* _Try it_: Find each line below where the word "WEST" occurs, and copy it.

[Stored items]
--- START ---

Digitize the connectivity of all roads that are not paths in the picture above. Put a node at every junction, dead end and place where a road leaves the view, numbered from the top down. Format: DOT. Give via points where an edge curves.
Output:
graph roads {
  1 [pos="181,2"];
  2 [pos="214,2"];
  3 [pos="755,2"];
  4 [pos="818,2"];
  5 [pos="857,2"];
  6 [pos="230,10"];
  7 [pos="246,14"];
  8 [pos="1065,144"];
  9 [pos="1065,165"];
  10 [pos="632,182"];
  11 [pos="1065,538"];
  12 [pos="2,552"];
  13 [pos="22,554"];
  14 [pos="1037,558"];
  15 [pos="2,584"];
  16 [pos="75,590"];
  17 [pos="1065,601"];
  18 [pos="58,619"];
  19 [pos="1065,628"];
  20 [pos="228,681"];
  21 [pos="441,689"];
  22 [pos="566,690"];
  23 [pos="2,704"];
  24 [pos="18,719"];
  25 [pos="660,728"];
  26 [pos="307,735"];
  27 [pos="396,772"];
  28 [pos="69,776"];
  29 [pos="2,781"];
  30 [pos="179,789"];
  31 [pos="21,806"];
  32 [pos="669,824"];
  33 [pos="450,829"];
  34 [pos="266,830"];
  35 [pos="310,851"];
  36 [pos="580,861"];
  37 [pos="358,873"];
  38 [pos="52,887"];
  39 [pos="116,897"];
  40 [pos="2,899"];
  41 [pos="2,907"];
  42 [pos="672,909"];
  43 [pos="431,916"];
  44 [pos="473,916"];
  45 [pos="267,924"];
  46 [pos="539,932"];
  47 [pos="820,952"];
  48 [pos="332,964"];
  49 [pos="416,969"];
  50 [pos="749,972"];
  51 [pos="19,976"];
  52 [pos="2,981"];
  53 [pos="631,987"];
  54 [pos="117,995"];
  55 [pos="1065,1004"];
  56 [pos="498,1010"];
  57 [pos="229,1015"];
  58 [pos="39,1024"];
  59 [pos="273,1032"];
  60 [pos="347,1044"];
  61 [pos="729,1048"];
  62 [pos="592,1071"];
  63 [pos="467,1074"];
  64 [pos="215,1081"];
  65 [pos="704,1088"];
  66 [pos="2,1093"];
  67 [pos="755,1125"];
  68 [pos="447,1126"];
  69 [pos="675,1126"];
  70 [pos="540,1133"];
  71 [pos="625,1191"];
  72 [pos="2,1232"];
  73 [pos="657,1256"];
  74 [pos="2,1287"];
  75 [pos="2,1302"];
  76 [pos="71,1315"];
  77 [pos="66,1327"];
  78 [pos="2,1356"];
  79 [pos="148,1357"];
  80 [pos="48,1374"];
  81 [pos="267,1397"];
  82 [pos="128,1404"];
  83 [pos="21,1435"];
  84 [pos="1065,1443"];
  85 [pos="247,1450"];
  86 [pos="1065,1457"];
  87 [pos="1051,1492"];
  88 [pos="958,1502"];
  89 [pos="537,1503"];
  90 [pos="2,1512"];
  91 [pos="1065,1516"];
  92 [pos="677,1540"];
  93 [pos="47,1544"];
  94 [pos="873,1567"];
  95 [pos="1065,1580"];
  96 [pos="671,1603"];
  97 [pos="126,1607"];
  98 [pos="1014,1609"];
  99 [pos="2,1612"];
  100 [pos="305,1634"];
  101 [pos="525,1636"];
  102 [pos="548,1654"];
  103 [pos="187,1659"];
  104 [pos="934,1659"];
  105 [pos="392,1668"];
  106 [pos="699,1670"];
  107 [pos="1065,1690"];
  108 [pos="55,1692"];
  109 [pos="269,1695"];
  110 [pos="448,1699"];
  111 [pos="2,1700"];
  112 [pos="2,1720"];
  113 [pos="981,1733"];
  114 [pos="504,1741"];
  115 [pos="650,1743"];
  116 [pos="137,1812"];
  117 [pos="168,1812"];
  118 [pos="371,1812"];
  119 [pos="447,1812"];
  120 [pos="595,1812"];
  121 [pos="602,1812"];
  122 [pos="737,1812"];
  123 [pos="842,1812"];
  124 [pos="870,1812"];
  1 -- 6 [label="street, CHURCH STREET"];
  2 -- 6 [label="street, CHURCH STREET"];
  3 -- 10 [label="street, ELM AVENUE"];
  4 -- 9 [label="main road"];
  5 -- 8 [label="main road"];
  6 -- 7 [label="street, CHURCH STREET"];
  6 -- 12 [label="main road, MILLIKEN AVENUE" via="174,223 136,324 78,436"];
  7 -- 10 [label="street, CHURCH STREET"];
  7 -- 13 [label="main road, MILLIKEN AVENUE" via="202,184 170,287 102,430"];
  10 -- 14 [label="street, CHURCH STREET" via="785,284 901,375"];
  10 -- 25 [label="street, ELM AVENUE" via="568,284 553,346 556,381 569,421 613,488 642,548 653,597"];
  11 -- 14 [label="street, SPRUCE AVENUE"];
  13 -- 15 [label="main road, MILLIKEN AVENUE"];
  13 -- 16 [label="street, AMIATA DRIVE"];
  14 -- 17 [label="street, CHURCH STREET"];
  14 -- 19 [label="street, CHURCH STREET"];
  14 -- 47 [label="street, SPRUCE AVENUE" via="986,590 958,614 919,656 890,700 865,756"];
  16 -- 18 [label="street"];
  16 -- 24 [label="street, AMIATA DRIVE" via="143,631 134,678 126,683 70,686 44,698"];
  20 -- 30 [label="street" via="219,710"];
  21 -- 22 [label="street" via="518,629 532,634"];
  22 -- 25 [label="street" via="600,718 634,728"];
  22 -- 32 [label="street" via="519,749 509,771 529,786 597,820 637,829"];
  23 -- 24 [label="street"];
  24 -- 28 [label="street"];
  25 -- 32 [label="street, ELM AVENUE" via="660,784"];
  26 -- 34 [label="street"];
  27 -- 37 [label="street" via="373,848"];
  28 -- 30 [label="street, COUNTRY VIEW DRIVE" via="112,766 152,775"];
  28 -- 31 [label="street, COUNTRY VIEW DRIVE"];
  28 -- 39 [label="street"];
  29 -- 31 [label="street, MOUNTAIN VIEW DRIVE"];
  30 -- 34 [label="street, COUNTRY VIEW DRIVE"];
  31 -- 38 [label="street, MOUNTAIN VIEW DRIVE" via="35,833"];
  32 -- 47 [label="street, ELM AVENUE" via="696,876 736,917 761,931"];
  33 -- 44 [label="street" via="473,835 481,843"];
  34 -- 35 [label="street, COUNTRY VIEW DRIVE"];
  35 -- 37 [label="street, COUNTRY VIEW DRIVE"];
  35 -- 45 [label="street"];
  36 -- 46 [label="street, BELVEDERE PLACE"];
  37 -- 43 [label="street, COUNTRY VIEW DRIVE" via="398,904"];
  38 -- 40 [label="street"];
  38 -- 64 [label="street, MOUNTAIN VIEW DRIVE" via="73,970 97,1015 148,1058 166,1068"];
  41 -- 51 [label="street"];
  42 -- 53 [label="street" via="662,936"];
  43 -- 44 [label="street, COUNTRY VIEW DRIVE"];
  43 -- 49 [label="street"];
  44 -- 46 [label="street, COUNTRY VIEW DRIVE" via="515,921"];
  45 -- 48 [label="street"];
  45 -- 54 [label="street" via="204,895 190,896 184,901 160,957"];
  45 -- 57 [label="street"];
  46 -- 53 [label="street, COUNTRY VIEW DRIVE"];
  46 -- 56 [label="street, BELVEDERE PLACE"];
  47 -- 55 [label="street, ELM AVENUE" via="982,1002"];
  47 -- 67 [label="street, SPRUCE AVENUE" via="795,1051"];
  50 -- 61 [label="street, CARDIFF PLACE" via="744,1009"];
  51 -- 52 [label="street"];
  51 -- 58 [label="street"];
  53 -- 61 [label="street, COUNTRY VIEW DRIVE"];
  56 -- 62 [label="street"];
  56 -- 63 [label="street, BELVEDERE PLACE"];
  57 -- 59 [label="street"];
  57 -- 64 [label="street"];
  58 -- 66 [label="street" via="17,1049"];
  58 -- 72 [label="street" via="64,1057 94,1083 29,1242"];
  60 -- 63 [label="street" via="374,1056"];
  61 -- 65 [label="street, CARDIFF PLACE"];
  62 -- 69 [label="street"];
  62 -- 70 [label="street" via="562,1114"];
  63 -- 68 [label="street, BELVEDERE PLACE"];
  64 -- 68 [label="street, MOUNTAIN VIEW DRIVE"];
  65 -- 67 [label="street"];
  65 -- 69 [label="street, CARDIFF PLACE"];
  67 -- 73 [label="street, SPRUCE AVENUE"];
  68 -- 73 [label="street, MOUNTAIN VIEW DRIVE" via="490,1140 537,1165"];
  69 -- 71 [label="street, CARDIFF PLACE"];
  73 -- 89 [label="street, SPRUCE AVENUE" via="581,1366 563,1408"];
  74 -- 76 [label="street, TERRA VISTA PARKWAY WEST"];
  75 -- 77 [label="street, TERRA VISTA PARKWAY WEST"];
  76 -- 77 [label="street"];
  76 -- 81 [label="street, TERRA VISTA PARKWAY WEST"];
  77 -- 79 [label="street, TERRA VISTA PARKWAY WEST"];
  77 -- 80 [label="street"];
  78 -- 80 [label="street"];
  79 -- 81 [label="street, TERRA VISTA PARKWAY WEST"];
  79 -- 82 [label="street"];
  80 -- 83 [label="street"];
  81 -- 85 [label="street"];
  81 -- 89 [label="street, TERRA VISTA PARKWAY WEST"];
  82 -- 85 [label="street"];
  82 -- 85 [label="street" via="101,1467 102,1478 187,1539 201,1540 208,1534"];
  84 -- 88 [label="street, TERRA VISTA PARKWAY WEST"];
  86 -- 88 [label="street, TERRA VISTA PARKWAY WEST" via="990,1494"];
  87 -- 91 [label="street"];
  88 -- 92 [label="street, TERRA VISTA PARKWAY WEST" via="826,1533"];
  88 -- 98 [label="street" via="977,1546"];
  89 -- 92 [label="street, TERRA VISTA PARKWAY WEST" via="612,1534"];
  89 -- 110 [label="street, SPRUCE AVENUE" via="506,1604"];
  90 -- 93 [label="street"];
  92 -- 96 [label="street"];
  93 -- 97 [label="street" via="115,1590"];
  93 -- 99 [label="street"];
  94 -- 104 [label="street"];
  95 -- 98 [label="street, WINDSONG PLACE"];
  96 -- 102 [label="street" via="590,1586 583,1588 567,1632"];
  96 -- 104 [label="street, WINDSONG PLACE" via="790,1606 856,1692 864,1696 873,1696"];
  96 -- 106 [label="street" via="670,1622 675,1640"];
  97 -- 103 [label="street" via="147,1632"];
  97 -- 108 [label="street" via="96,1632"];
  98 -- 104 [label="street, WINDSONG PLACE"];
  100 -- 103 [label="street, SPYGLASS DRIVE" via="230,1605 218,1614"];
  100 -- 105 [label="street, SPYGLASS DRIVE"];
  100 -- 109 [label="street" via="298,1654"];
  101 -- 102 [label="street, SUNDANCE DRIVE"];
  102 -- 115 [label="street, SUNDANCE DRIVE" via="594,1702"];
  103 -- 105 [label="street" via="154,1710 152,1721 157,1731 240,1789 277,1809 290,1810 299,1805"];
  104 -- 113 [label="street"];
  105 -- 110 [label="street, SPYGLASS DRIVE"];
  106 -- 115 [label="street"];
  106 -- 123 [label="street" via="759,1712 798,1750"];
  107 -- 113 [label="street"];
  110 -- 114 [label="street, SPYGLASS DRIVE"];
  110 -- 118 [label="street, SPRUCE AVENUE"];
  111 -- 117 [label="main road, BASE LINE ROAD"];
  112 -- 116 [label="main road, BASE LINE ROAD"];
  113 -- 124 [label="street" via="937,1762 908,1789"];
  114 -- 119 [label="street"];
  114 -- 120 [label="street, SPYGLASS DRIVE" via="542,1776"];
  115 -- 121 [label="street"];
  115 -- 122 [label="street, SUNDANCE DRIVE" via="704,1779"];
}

--- END ---

* _Answer area_:
  74 -- 76 [label="street, TERRA VISTA PARKWAY WEST"];
  75 -- 77 [label="street, TERRA VISTA PARKWAY WEST"];
  76 -- 81 [label="street, TERRA VISTA PARKWAY WEST"];
  77 -- 79 [label="street, TERRA VISTA PARKWAY WEST"];
  79 -- 81 [label="street, TERRA VISTA PARKWAY WEST"];
  81 -- 89 [label="street, TERRA VISTA PARKWAY WEST"];
  84 -- 88 [label="street, TERRA VISTA PARKWAY WEST"];
  86 -- 88 [label="street, TERRA VISTA PARKWAY WEST" via="990,1494"];
  88 -- 92 [label="street, TERRA VISTA PARKWAY WEST" via="826,1533"];
  89 -- 92 [label="street, TERRA VISTA PARKWAY WEST" via="612,1534"];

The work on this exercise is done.